**WORK INSTRUCTION**
Please reproduce the entries below exactly, omitting any images they contain.

**EXERCISE INPUTS**
BEGIN

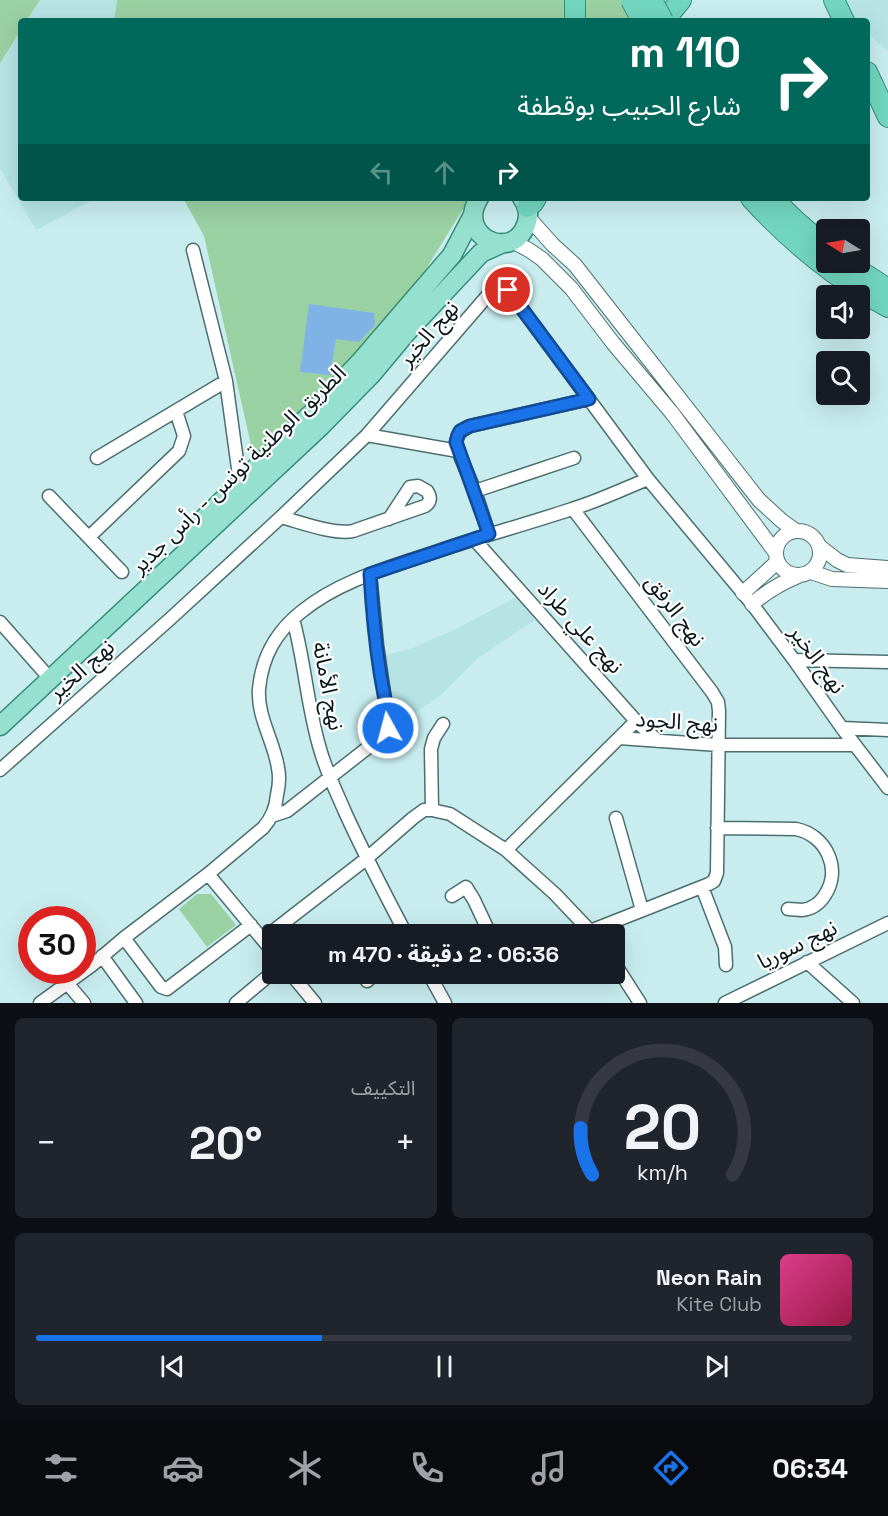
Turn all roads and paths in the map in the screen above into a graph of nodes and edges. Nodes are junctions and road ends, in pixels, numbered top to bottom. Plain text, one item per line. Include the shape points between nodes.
1 (575, 0) edge
2 (631, 0) edge
3 (653, 0) edge
4 (672, 0) edge
5 (681, 0) edge
6 (824, 0) edge
7 (834, 0) edge
8 (575, 18) edge
9 (638, 18) edge
10 (640, 18) edge
11 (658, 18) edge
12 (662, 18) edge
13 (666, 18) edge
14 (831, 18) edge
15 (843, 18) edge
16 (870, 78) edge
17 (888, 117) edge
18 (739, 201) edge
19 (755, 201) edge
20 (775, 201) edge
21 (528, 204) edge
22 (476, 206) edge
23 (508, 242) junction
24 (816, 247) edge
25 (816, 249) edge
26 (193, 250) dead end
27 (816, 250) edge
28 (839, 273) edge
29 (863, 273) edge
30 (888, 289) edge
31 (888, 307) edge
32 (226, 381) junction
33 (589, 399) junction
34 (176, 411) junction
35 (367, 435) junction
36 (458, 451) junction
37 (97, 458) dead end
38 (574, 458) dead end
39 (648, 479) junction
40 (240, 483) junction
41 (475, 491) junction
42 (49, 496) dead end
43 (573, 509) junction
44 (281, 517) junction
45 (389, 519) dead end
46 (796, 531) junction
47 (489, 534) junction
48 (88, 537) junction
49 (474, 539) junction
50 (819, 546) junction
51 (776, 558) junction
52 (881, 568) edge
53 (122, 572) dead end
54 (370, 574) junction
55 (804, 574) junction
56 (888, 581) edge
57 (747, 599) junction
58 (293, 619) junction
59 (0, 622) edge
60 (794, 660) junction
61 (888, 662) edge
62 (45, 674) junction
63 (0, 714) edge
64 (636, 721) junction
65 (443, 724) dead end
66 (0, 726) edge
67 (842, 728) junction
68 (888, 730) edge
69 (620, 738) junction
70 (658, 741) junction
71 (718, 745) junction
72 (855, 746) junction
73 (0, 770) edge
74 (329, 778) junction
75 (888, 788) edge
76 (432, 810) junction
77 (272, 816) junction
78 (616, 818) dead end
79 (717, 828) junction
80 (506, 850) junction
81 (366, 859) junction
82 (208, 874) junction
83 (702, 887) junction
84 (452, 896) dead end
85 (788, 909) dead end
86 (642, 910) junction
87 (282, 924) edge
88 (401, 924) edge
89 (485, 924) edge
90 (581, 924) edge
91 (610, 924) edge
92 (251, 925) junction
93 (883, 925) edge
94 (888, 936) edge
95 (124, 938) junction
96 (262, 938) edge
97 (102, 956) junction
98 (96, 961) edge
99 (807, 962) junction
100 (726, 965) dead end
101 (625, 980) edge
102 (262, 981) edge
103 (66, 984) edge
104 (68, 984) edge
105 (299, 984) edge
106 (435, 984) edge
107 (40, 1003) edge
108 (84, 1003) edge
109 (136, 1003) edge
110 (236, 1003) edge
111 (315, 1003) edge
112 (445, 1003) edge
113 (640, 1003) edge
114 (725, 1003) edge
115 (852, 1003) edge

1 - 8 highway
2 - 10 highway, bridge
3 - 9 main road
3 - 12 highway, bridge
4 - 11 main road
5 - 13 highway
6 - 14 highway
7 - 15 highway
16 - 17 highway
18 - 27 highway via 780,234
19 - 25 highway
20 - 24 highway
21 - 23 main road via 522,234
21 - 46 street via 542,234 576,265 759,500
22 - 23 main road via 473,222 479,234 490,241
22 - 40 main road, الطريق الوطنية تونس - رأس جدير via 452,255 429,283 313,412
23 - 51 street via 542,259 572,288 672,413
23 - 66 main road, الطريق الوطنية تونس - رأس جدير via 481,253 321,426
26 - 32 street
28 - 31 highway
29 - 30 highway
32 - 34 street
32 - 40 street
33 - 35 street, نهج الخير via 500,284
33 - 36 street via 470,426 458,435
33 - 39 street, نهج الخير
34 - 37 street
34 - 48 street via 183,433 179,451
35 - 36 street
35 - 44 street, نهج الخير
36 - 41 street
38 - 41 street
39 - 43 street
39 - 57 street, نهج الخير
40 - 62 main road, الطريق الوطنية تونس - رأس جدير
41 - 47 street
42 - 48 street
43 - 47 street
43 - 71 street, نهج الرفق via 716,698
44 - 45 street via 343,533
44 - 73 street, نهج الخير
46 - 50 street via 807,533
46 - 51 street via 778,543
47 - 49 street
48 - 53 street
49 - 54 street
49 - 64 street, نهج علي طراد
50 - 52 street via 847,565
50 - 55 street via 818,563
51 - 55 street via 786,572
51 - 57 street
54 - 58 street via 325,596
54 - 74 street via 388,728
55 - 56 street
55 - 57 street
57 - 60 street, نهج الخير
58 - 74 street, نهج الأمانة
58 - 77 street via 272,644 259,689 265,726 278,766
59 - 62 street
60 - 61 street
60 - 67 street, نهج الخير
62 - 63 main road, الطريق الوطنية تونس - رأس جدير
64 - 69 street
64 - 70 street, نهج علي طراد
65 - 76 street via 431,749
67 - 68 street
67 - 72 street, نهج الخير
69 - 70 street, نهج الجود
69 - 80 street, نهج الجود
70 - 71 street, نهج الجود
71 - 72 street, نهج الجود
71 - 79 street, نهج الرفق
72 - 75 street, نهج الخير
74 - 77 street via 287,811
74 - 81 street, نهج الأمانة
76 - 80 street via 450,814
76 - 81 street via 424,810 413,818
77 - 82 street
78 - 86 street
79 - 83 street, نهج الرفق via 716,876
79 - 85 street via 804,831 819,841 830,859 831,884 815,905 805,910
80 - 90 street via 555,894
81 - 87 street
81 - 88 street, نهج الأمانة
82 - 92 street
82 - 95 street
83 - 86 street
83 - 100 street via 724,947
84 - 89 street via 466,887
86 - 91 street
92 - 95 street via 167,989 161,987
92 - 96 street
93 - 94 street
93 - 99 street, نهج سوريا
95 - 97 street
97 - 98 street
97 - 109 street
99 - 114 street, نهج سوريا
99 - 115 street
101 - 113 street
102 - 110 street
103 - 107 street
104 - 108 street
105 - 111 street
106 - 112 street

END

**WRITTEN SOLUTION**
Turn all roads and paths in the map in the screen above into a graph of nodes and edges. Nodes are junctions and road ends, in pixels, numbered top to bottom. Plain text, one item per line. Include the shape points between nodes.
1 (575, 0) edge
2 (631, 0) edge
3 (653, 0) edge
4 (672, 0) edge
5 (681, 0) edge
6 (824, 0) edge
7 (834, 0) edge
8 (575, 18) edge
9 (638, 18) edge
10 (640, 18) edge
11 (658, 18) edge
12 (662, 18) edge
13 (666, 18) edge
14 (831, 18) edge
15 (843, 18) edge
16 (870, 78) edge
17 (888, 117) edge
18 (739, 201) edge
19 (755, 201) edge
20 (775, 201) edge
21 (528, 204) edge
22 (476, 206) edge
23 (508, 242) junction
24 (816, 247) edge
25 (816, 249) edge
26 (193, 250) dead end
27 (816, 250) edge
28 (839, 273) edge
29 (863, 273) edge
30 (888, 289) edge
31 (888, 307) edge
32 (226, 381) junction
33 (589, 399) junction
34 (176, 411) junction
35 (367, 435) junction
36 (458, 451) junction
37 (97, 458) dead end
38 (574, 458) dead end
39 (648, 479) junction
40 (240, 483) junction
41 (475, 491) junction
42 (49, 496) dead end
43 (573, 509) junction
44 (281, 517) junction
45 (389, 519) dead end
46 (796, 531) junction
47 (489, 534) junction
48 (88, 537) junction
49 (474, 539) junction
50 (819, 546) junction
51 (776, 558) junction
52 (881, 568) edge
53 (122, 572) dead end
54 (370, 574) junction
55 (804, 574) junction
56 (888, 581) edge
57 (747, 599) junction
58 (293, 619) junction
59 (0, 622) edge
60 (794, 660) junction
61 (888, 662) edge
62 (45, 674) junction
63 (0, 714) edge
64 (636, 721) junction
65 (443, 724) dead end
66 (0, 726) edge
67 (842, 728) junction
68 (888, 730) edge
69 (620, 738) junction
70 (658, 741) junction
71 (718, 745) junction
72 (855, 746) junction
73 (0, 770) edge
74 (329, 778) junction
75 (888, 788) edge
76 (432, 810) junction
77 (272, 816) junction
78 (616, 818) dead end
79 (717, 828) junction
80 (506, 850) junction
81 (366, 859) junction
82 (208, 874) junction
83 (702, 887) junction
84 (452, 896) dead end
85 (788, 909) dead end
86 (642, 910) junction
87 (282, 924) edge
88 (401, 924) edge
89 (485, 924) edge
90 (581, 924) edge
91 (610, 924) edge
92 (251, 925) junction
93 (883, 925) edge
94 (888, 936) edge
95 (124, 938) junction
96 (262, 938) edge
97 (102, 956) junction
98 (96, 961) edge
99 (807, 962) junction
100 (726, 965) dead end
101 (625, 980) edge
102 (262, 981) edge
103 (66, 984) edge
104 (68, 984) edge
105 (299, 984) edge
106 (435, 984) edge
107 (40, 1003) edge
108 (84, 1003) edge
109 (136, 1003) edge
110 (236, 1003) edge
111 (315, 1003) edge
112 (445, 1003) edge
113 (640, 1003) edge
114 (725, 1003) edge
115 (852, 1003) edge

1 - 8 highway
2 - 10 highway, bridge
3 - 9 main road
3 - 12 highway, bridge
4 - 11 main road
5 - 13 highway
6 - 14 highway
7 - 15 highway
16 - 17 highway
18 - 27 highway via 780,234
19 - 25 highway
20 - 24 highway
21 - 23 main road via 522,234
21 - 46 street via 542,234 576,265 759,500
22 - 23 main road via 473,222 479,234 490,241
22 - 40 main road, الطريق الوطنية تونس - رأس جدير via 452,255 429,283 313,412
23 - 51 street via 542,259 572,288 672,413
23 - 66 main road, الطريق الوطنية تونس - رأس جدير via 481,253 321,426
26 - 32 street
28 - 31 highway
29 - 30 highway
32 - 34 street
32 - 40 street
33 - 35 street, نهج الخير via 500,284
33 - 36 street via 470,426 458,435
33 - 39 street, نهج الخير
34 - 37 street
34 - 48 street via 183,433 179,451
35 - 36 street
35 - 44 street, نهج الخير
36 - 41 street
38 - 41 street
39 - 43 street
39 - 57 street, نهج الخير
40 - 62 main road, الطريق الوطنية تونس - رأس جدير
41 - 47 street
42 - 48 street
43 - 47 street
43 - 71 street, نهج الرفق via 716,698
44 - 45 street via 343,533
44 - 73 street, نهج الخير
46 - 50 street via 807,533
46 - 51 street via 778,543
47 - 49 street
48 - 53 street
49 - 54 street
49 - 64 street, نهج علي طراد
50 - 52 street via 847,565
50 - 55 street via 818,563
51 - 55 street via 786,572
51 - 57 street
54 - 58 street via 325,596
54 - 74 street via 388,728
55 - 56 street
55 - 57 street
57 - 60 street, نهج الخير
58 - 74 street, نهج الأمانة
58 - 77 street via 272,644 259,689 265,726 278,766
59 - 62 street
60 - 61 street
60 - 67 street, نهج الخير
62 - 63 main road, الطريق الوطنية تونس - رأس جدير
64 - 69 street
64 - 70 street, نهج علي طراد
65 - 76 street via 431,749
67 - 68 street
67 - 72 street, نهج الخير
69 - 70 street, نهج الجود
69 - 80 street, نهج الجود
70 - 71 street, نهج الجود
71 - 72 street, نهج الجود
71 - 79 street, نهج الرفق
72 - 75 street, نهج الخير
74 - 77 street via 287,811
74 - 81 street, نهج الأمانة
76 - 80 street via 450,814
76 - 81 street via 424,810 413,818
77 - 82 street
78 - 86 street
79 - 83 street, نهج الرفق via 716,876
79 - 85 street via 804,831 819,841 830,859 831,884 815,905 805,910
80 - 90 street via 555,894
81 - 87 street
81 - 88 street, نهج الأمانة
82 - 92 street
82 - 95 street
83 - 86 street
83 - 100 street via 724,947
84 - 89 street via 466,887
86 - 91 street
92 - 95 street via 167,989 161,987
92 - 96 street
93 - 94 street
93 - 99 street, نهج سوريا
95 - 97 street
97 - 98 street
97 - 109 street
99 - 114 street, نهج سوريا
99 - 115 street
101 - 113 street
102 - 110 street
103 - 107 street
104 - 108 street
105 - 111 street
106 - 112 street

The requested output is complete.